>>
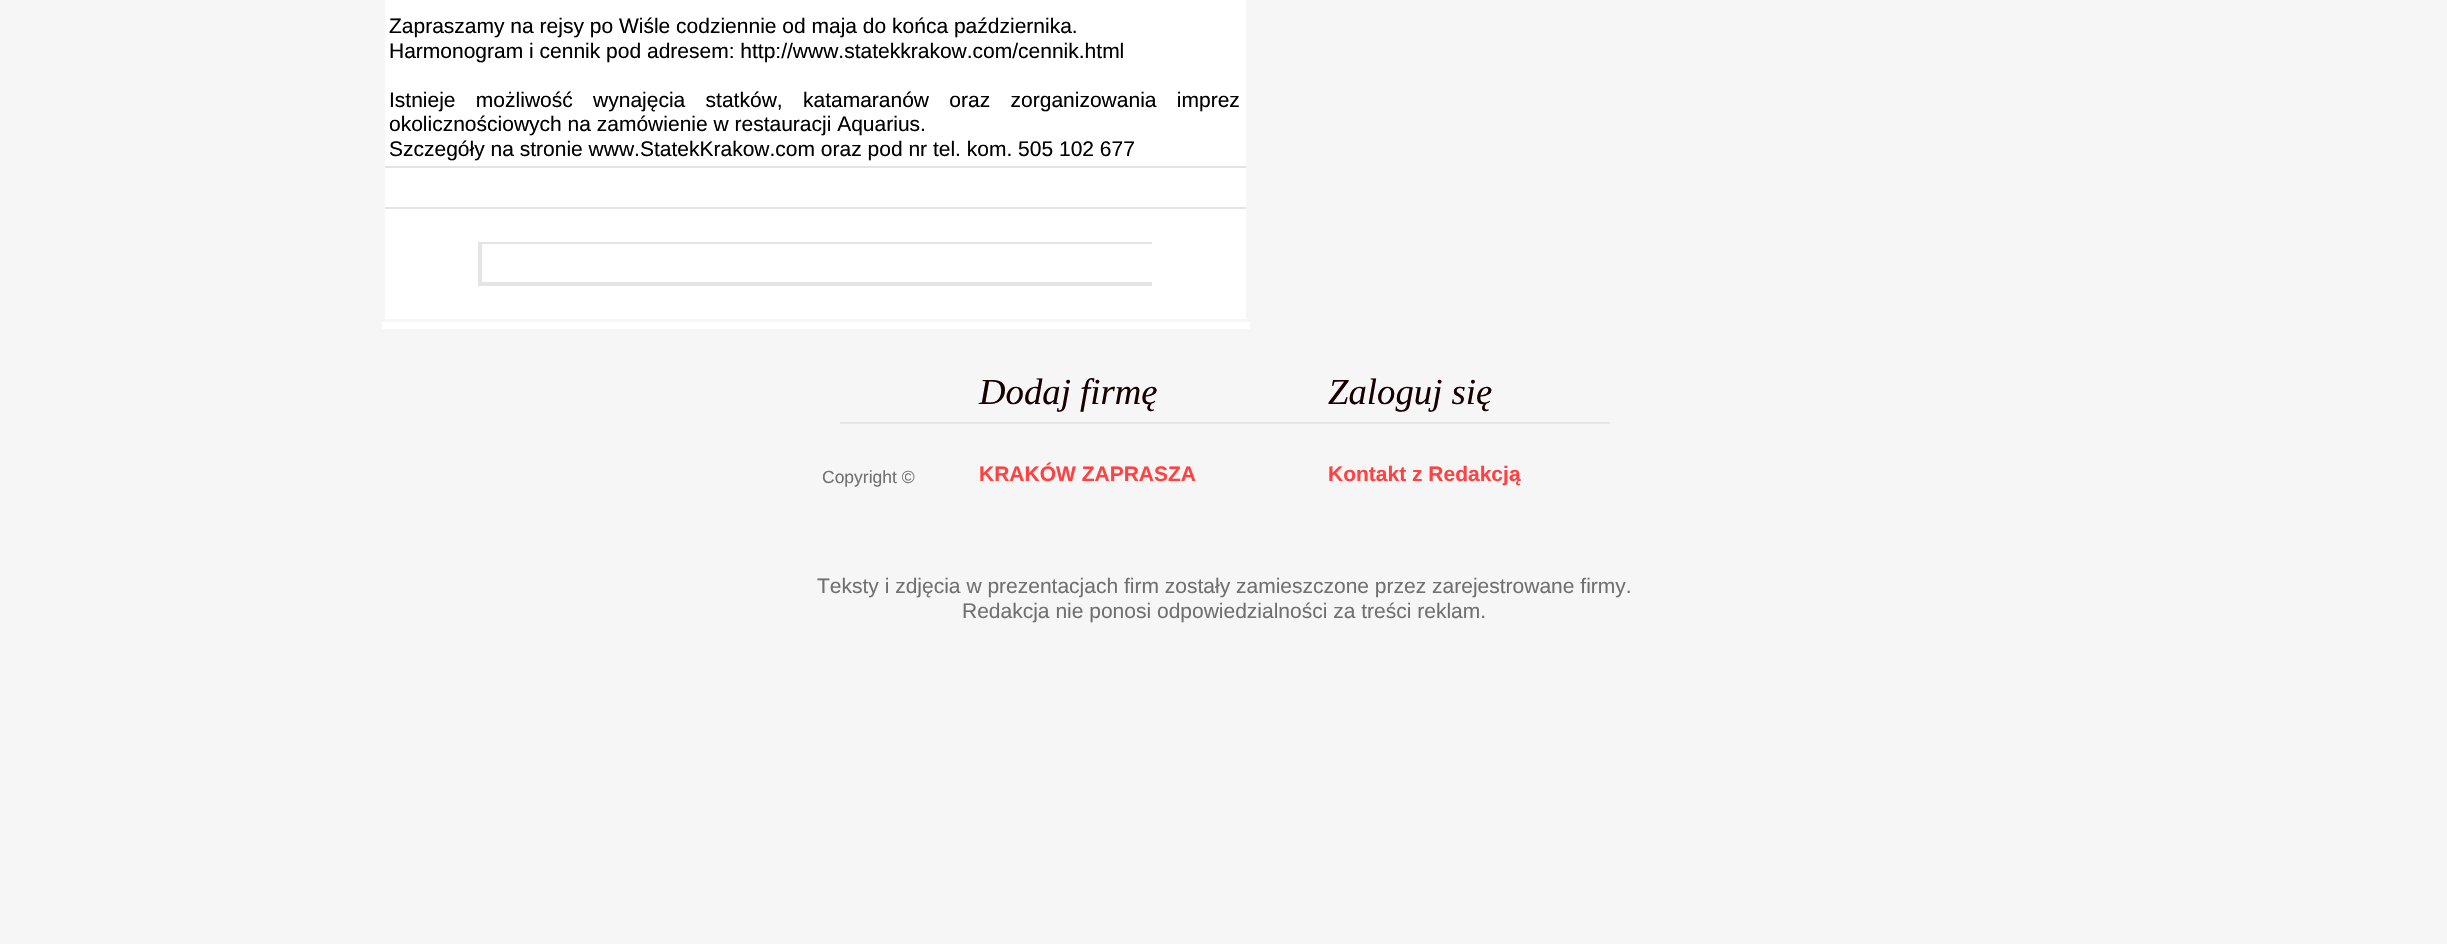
static SkFont makeFont(const char* family, int weight, float size, bool italic = false) {
  SkFontStyle style(weight, SkFontStyle::kNormal_Width,
    italic ? SkFontStyle::kItalic_Slant : SkFontStyle::kUpright_Slant);
  SkFont result(fontMgr->matchFamilyStyle(family, style), size);
  result.setSubpixel(true);
  return result;
}

static void text(SkCanvas* c, const char* s, float x, float y, const SkFont& font, SkColor color) {
  SkPaint ink(SkColor4f::FromColor(color));
  ink.setAntiAlias(true);
  c->drawString(s, x, y, font, ink);
}

static void spacedText(SkCanvas* c, const char* s, float x, float y, const SkFont& font, const SkPaint& ink, float letter, float word) {
  std::vector<SkGlyphID> glyphs(font.countText(s, strlen(s), SkTextEncoding::kUTF8));
  std::vector<float> xs(glyphs.size());
  font.textToGlyphs(s, strlen(s), SkTextEncoding::kUTF8, glyphs);
  font.getXPos(glyphs, xs, x);
  float extra = 0;
  for (size_t i = 0; i < glyphs.size(); i++) {
    xs[i] += extra;
    extra += letter + word * (glyphs[i] == font.unicharToGlyph(' '));
  }
  c->drawTextBlob(SkTextBlob::MakeFromPosHGlyphs(glyphs, xs, y, font), 0, 0, ink);
}

static void box(SkCanvas* c, float l, float t, float r, float b, SkColor color) {
  SkPaint ink(SkColor4f::FromColor(color));
  ink.setAntiAlias(true);
  c->drawRect(SkRect::MakeLTRB(l, t, r, b), ink);
}

static void picture(SkCanvas* c, const char* path, float l, float t, float r, float b) {
  auto image = SkImages::DeferredFromEncodedData(SkData::MakeFromFileName(path));
  c->drawImageRect(image, SkRect::MakeLTRB(l, t, r, b), SkSamplingOptions());
}

void draw(SkCanvas* c) {
  SkPaint paint;
  paint.setAntiAlias(true);
  c->clear(0xfff6f6f6);
  box(c, 385, 0, 1246, 166, 0xffffffff);
  SkFont face1 = makeFont("Liberation Sans", 400, 21);
  text(c, "Zapraszamy na rejsy po Wiśle codziennie od maja do końca października.", 389, 33, face1, 0xff000000);
  text(c, "Harmonogram i cennik pod adresem: http://www.statekkrakow.com/cennik.html", 389, 58, face1, 0xff000000);
  paint.setColor(0xff000000);
  spacedText(c, "Istnieje możliwość wynajęcia statków, katamaranów oraz zorganizowania imprez", 389, 107, face1, paint, 0, 14.5f);
  text(c, "okolicznościowych na zamówienie w restauracji Aquarius.", 389, 131, face1, 0xff000000);
  text(c, "Szczegóły na stronie www.StatekKrakow.com oraz pod nr tel. kom. 505 102 677", 389, 156, face1, 0xff000000);
  box(c, 385, 168, 1246, 207, 0xffffffff);
  box(c, 385, 166, 1246, 168, 0xffe4e4e4);
  box(c, 385, 209, 1246, 319, 0xffffffff);
  box(c, 385, 207, 1246, 209, 0xffe4e4e4);
  box(c, 478, 242, 1152, 244, 0xffe4e4e4);
  box(c, 478, 282, 1152, 286, 0xffe4e4e4);
  box(c, 478, 242, 482, 285, 0xffe4e4e4);
  box(c, 382, 322, 1250, 329, 0xffffffff);
  SkFont face2 = makeFont("Liberation Serif", 400, 36.75f, true);
  text(c, "Dodaj firmę", 979, 404, face2, 0xff190000);
  text(c, "Zaloguj się", 1328, 404, face2, 0xff190000);
  picture(c, "img_01.png", 840, 422, 1225, 424);
  picture(c, "img_01.png", 1225, 422, 1610, 424);
  SkFont face3 = makeFont("Liberation Sans", 400, 17.5f);
  text(c, "Copyright ©", 822, 483, face3, 0xff707070);
  SkFont face4 = makeFont("Liberation Sans", 700, 21);
  text(c, "KRAKÓW ZAPRASZA", 979, 481, face4, 0xffff4141);
  text(c, "Kontakt z Redakcją", 1328, 481, face4, 0xffff4141);
  text(c, "Teksty i zdjęcia w prezentacjach firm zostały zamieszczone przez zarejestrowane firmy.", 817, 593, face1, 0xff707070);
  text(c, "Redakcja nie ponosi odpowiedzialności za treści reklam.", 962, 618, face1, 0xff707070);
}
<<
The string "word" marks the lines to return from the material. Copy each one.

## Solution for this task
static void spacedText(SkCanvas* c, const char* s, float x, float y, const SkFont& font, const SkPaint& ink, float letter, float word) {
    extra += letter + word * (glyphs[i] == font.unicharToGlyph(' '));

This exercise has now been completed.